Information Theory for Model Diagnostics: Structural Error is Indicated by Trade-Off Between Functional and Predictive Performance

Because of the possibility of getting the right answers for the wrong reasons, the predictive performance of a complex systems model is not by itself a reliable indicator of hypothesis quality for the purposes of scientific learning about processes. The predictive performance of a structurally adequate model should be an emergent property of its functional performance. In this context, any Pareto trade-off between measures of predictive performance versus functional performance indicates process-level error in the model; this trade-off, if it exists, indicates that the model's predictions are right for the wrong functional reasons. This paper demonstrates a novel concept based on information theory that is capable of attributing observed errors to specific processes. To demonstrate that the concept and method hold true for models and observations of real systems, we employ a minimal single-parameter-variation sensitivity analysis using a sophisticated ecohydrology model, MLCan, for a well-monitored field site (Bondville IL Ameriflux Soybean).
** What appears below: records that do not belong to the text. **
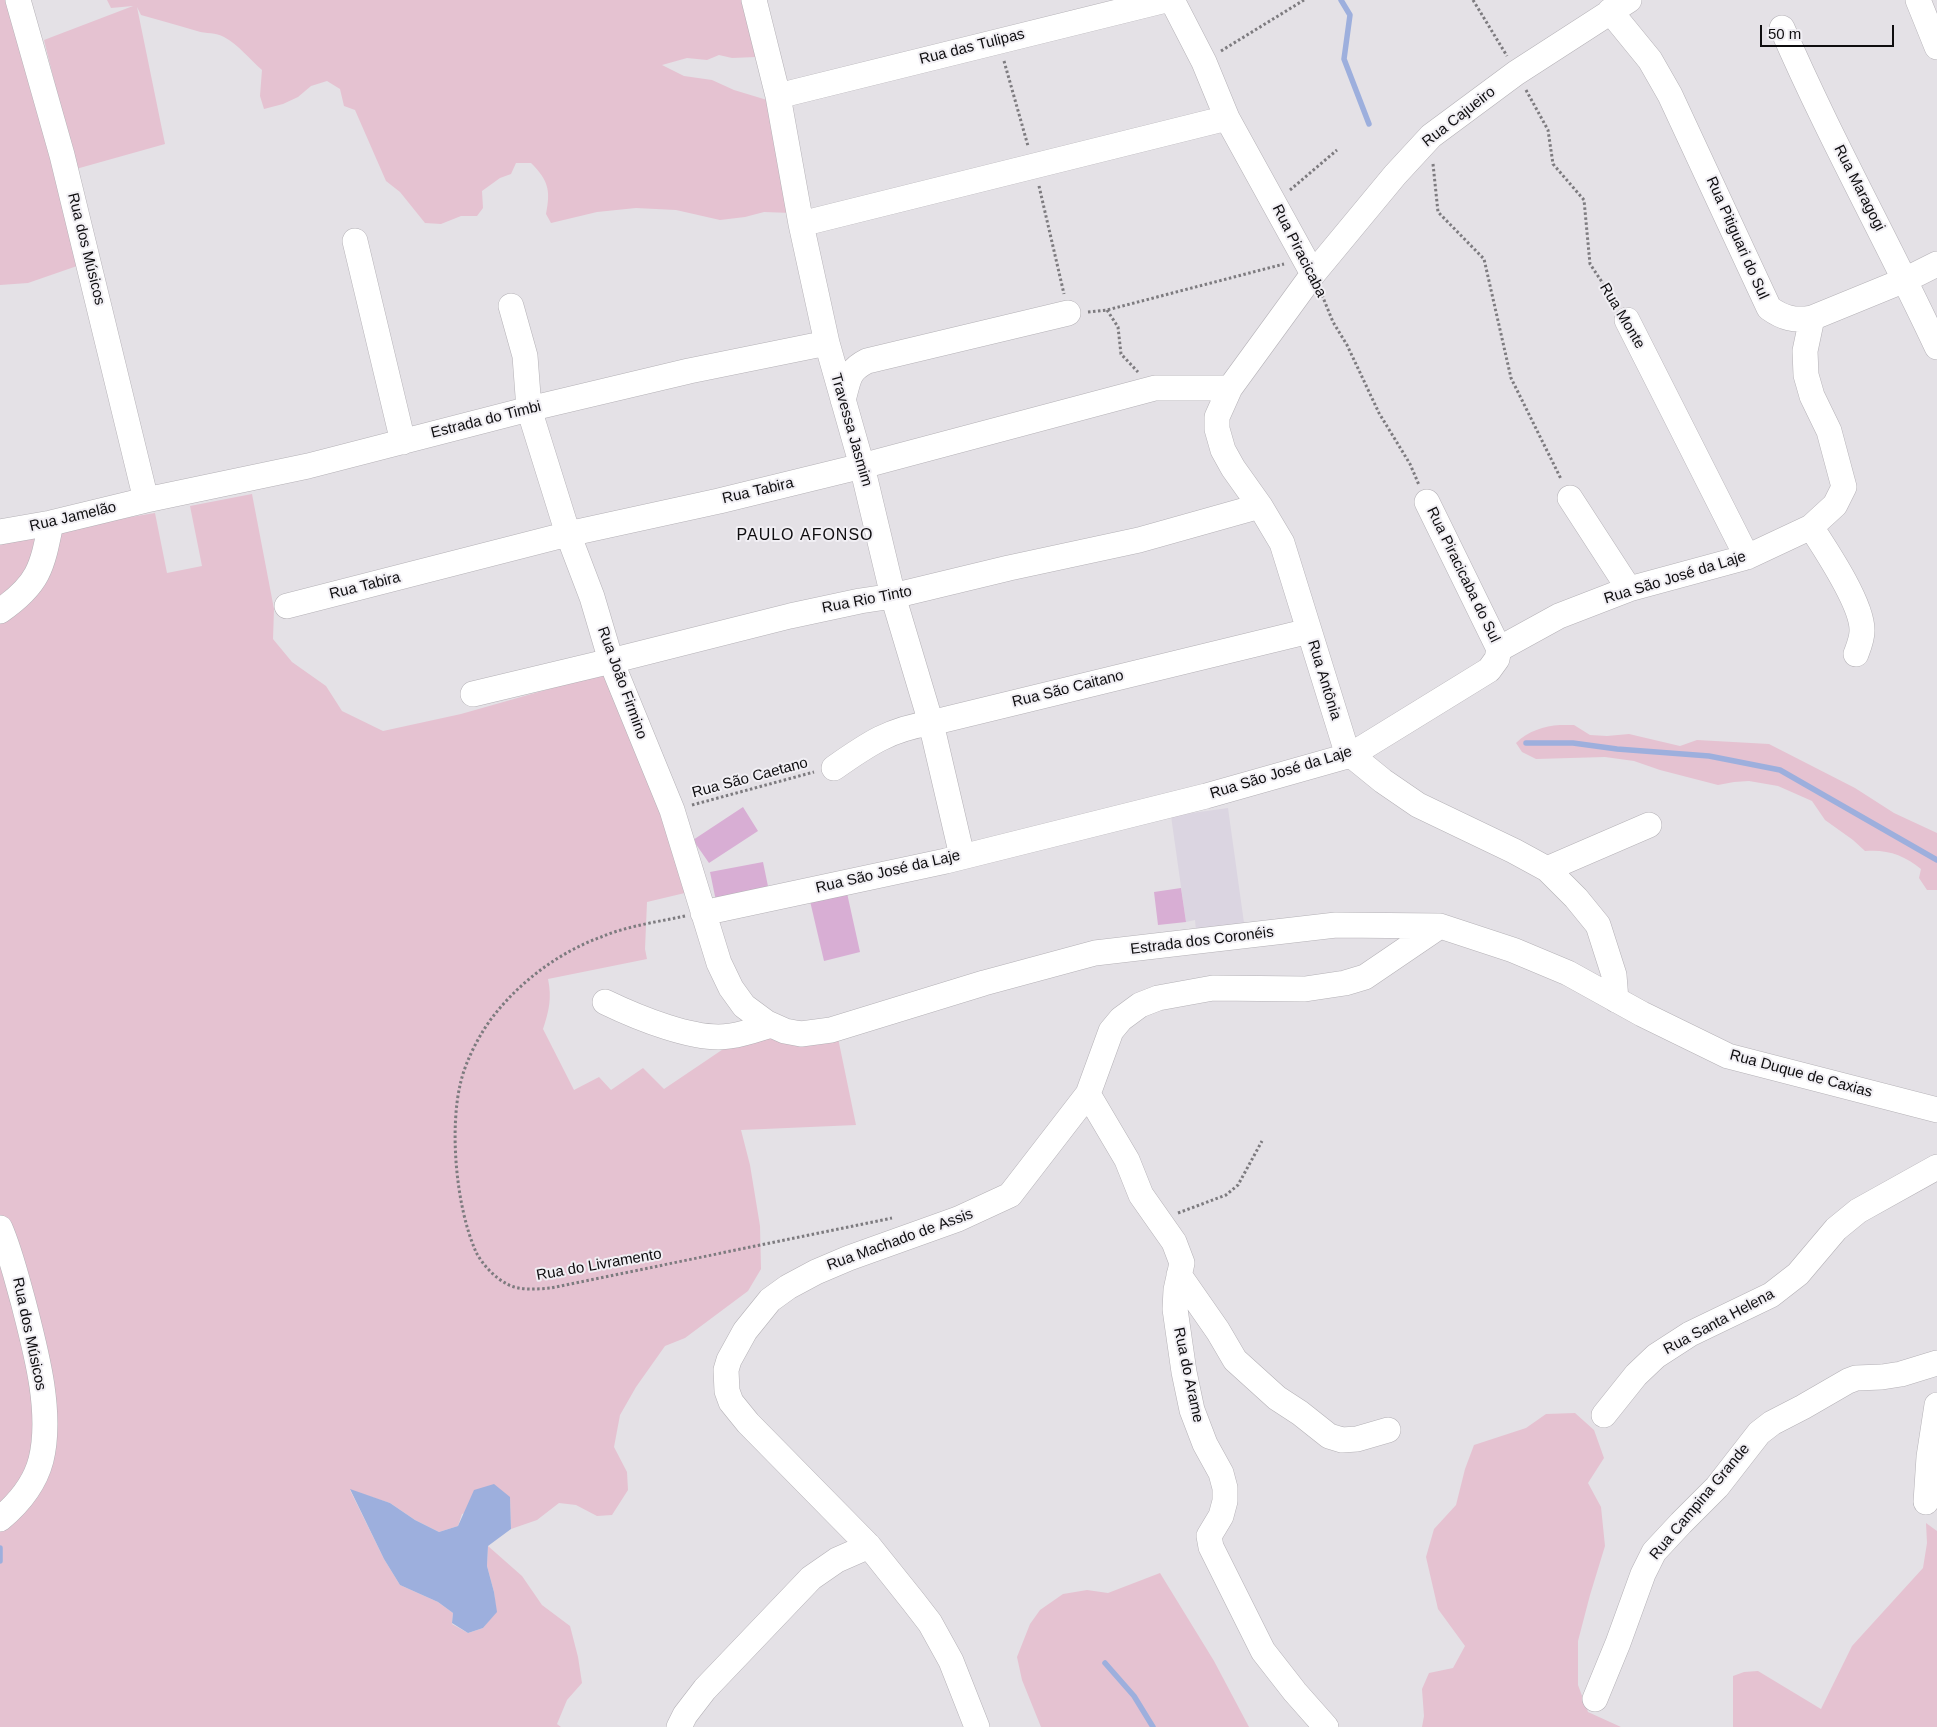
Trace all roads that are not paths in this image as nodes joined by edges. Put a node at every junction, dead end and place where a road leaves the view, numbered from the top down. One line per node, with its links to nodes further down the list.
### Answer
1 (18, 0): 28 (street, Rua dos Músicos)
2 (754, 0): 9 (street, Travessa Jasmim)
3 (1166, 0): 9 (street, Rua das Tulipas)
4 (1172, 0): 10 (street, Rua Piracicaba)
5 (1918, 0): 8 (street)
6 (1620, 5): 14 (street, Rua Cajueiro); 18 (street, Rua Pitiguari do Sul)
7 (1782, 28): 15 (street, Rua Maragogi)
8 (1937, 47)
9 (778, 96): 11 (street, Travessa Jasmim)
10 (1227, 118): 11 (street); 14 (street, Rua Piracicaba)
11 (801, 224): 20 (street, Travessa Jasmim)
12 (355, 241): 25 (street)
13 (1937, 264): 15 (street)
14 (1309, 266): 22 (street, Rua Antônia)
15 (1905, 280): 18 (street); 21 (street, Rua Maragogi)
16 (511, 306): 24 (street, Rua João Firmino)
17 (1068, 313): 23 (street)
18 (1812, 318): 32 (street)
19 (1628, 320): 35 (street, Rua Monte)
20 (827, 343): 23 (street, Travessa Jasmim); 24 (street, Estrada do Timbi)
21 (1937, 347)
22 (1230, 388): 26 (street, Rua Tabira); 30 (street, Rua Antônia)
23 (843, 400): 26 (street, Travessa Jasmim)
24 (529, 409): 25 (street, Estrada do Timbi); 34 (street, Rua João Firmino)
25 (403, 442): 28 (street, Estrada do Timbi)
26 (862, 466): 34 (street, Rua Tabira); 37 (street, Travessa Jasmim)
27 (1570, 498): 36 (street)
28 (146, 500): 31 (street, Rua Jamelão)
29 (1427, 502): 41 (street, Rua Piracicaba do Sul)
30 (1260, 506): 37 (street, Rua Rio Tinto); 40 (street, Rua Antônia)
31 (52, 523): 33 (street, Rua Jamelão); 39 (street)
32 (1811, 528): 35 (street, Rua São José da Laje); 42 (street)
33 (0, 532)
34 (568, 534): 38 (street, Rua Tabira); 43 (street, Rua João Firmino)
35 (1747, 557): 36 (street, Rua São José da Laje)
36 (1629, 589): 41 (street, Rua São José da Laje)
37 (893, 596): 43 (street, Rua Rio Tinto); 45 (street, Travessa Jasmim)
38 (287, 606)
39 (0, 611)
40 (1309, 631): 45 (street, Rua São Caitano); 46 (street, Rua Antônia)
41 (1499, 648): 46 (street, Rua São José da Laje)
42 (1856, 654)
43 (611, 661): 44 (street, Rua Rio Tinto); 51 (street, Rua João Firmino)
44 (473, 694)
45 (932, 723): 47 (street, Rua São Caitano); 49 (street, Travessa Jasmim)
46 (1351, 755): 49 (street, Rua São José da Laje); 50 (street, Rua Antônia)
47 (834, 768)
48 (1649, 826): 50 (street)
49 (962, 856): 51 (street, Rua São José da Laje)
50 (1547, 869): 53 (street, Rua Antônia)
51 (703, 913): 55 (street, Rua João Firmino)
52 (1440, 926): 53 (street, Estrada dos Coronéis); 55 (street, Estrada dos Coronéis); 56 (street, Rua Machado de Assis)
53 (1616, 1000): 57 (street, Rua Duque de Caxias)
54 (605, 1002): 55 (street, Estrada dos Coronéis)
55 (778, 1028)
56 (1088, 1094): 60 (street, Rua do Arame); 67 (street, Rua Machado de Assis)
57 (1937, 1110)
58 (1937, 1167): 63 (street, Rua Santa Helena)
59 (0, 1228): 66 (street, Rua dos Músicos)
60 (1179, 1275): 64 (street); 71 (street, Rua do Arame)
61 (1936, 1368): 68 (street, Rua Campina Grande)
62 (1937, 1405): 65 (street)
63 (1604, 1414)
64 (1388, 1430)
65 (1926, 1502)
66 (0, 1519)
67 (869, 1546): 69 (street); 70 (street, Rua Machado de Assis)
68 (1595, 1699)
69 (679, 1727)
70 (976, 1727)
71 (1326, 1727)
We identify both functional and predictive error in MLCan, and also evidence of the hypothesized tradeoffs between the two. This trade-off indicates structural error within MLCan. For example, the sensible heat flux process can be calibrated to achieve good predictive performance at the cost of poor functional performance. In contrast, we find little structural error for processes driven by solar radiation, which appear “right for the right reasons.” This method could be applied broadly to pinpoint process error and structural error in a wide range of system models, beyond the ecohydrological scope demonstrated here.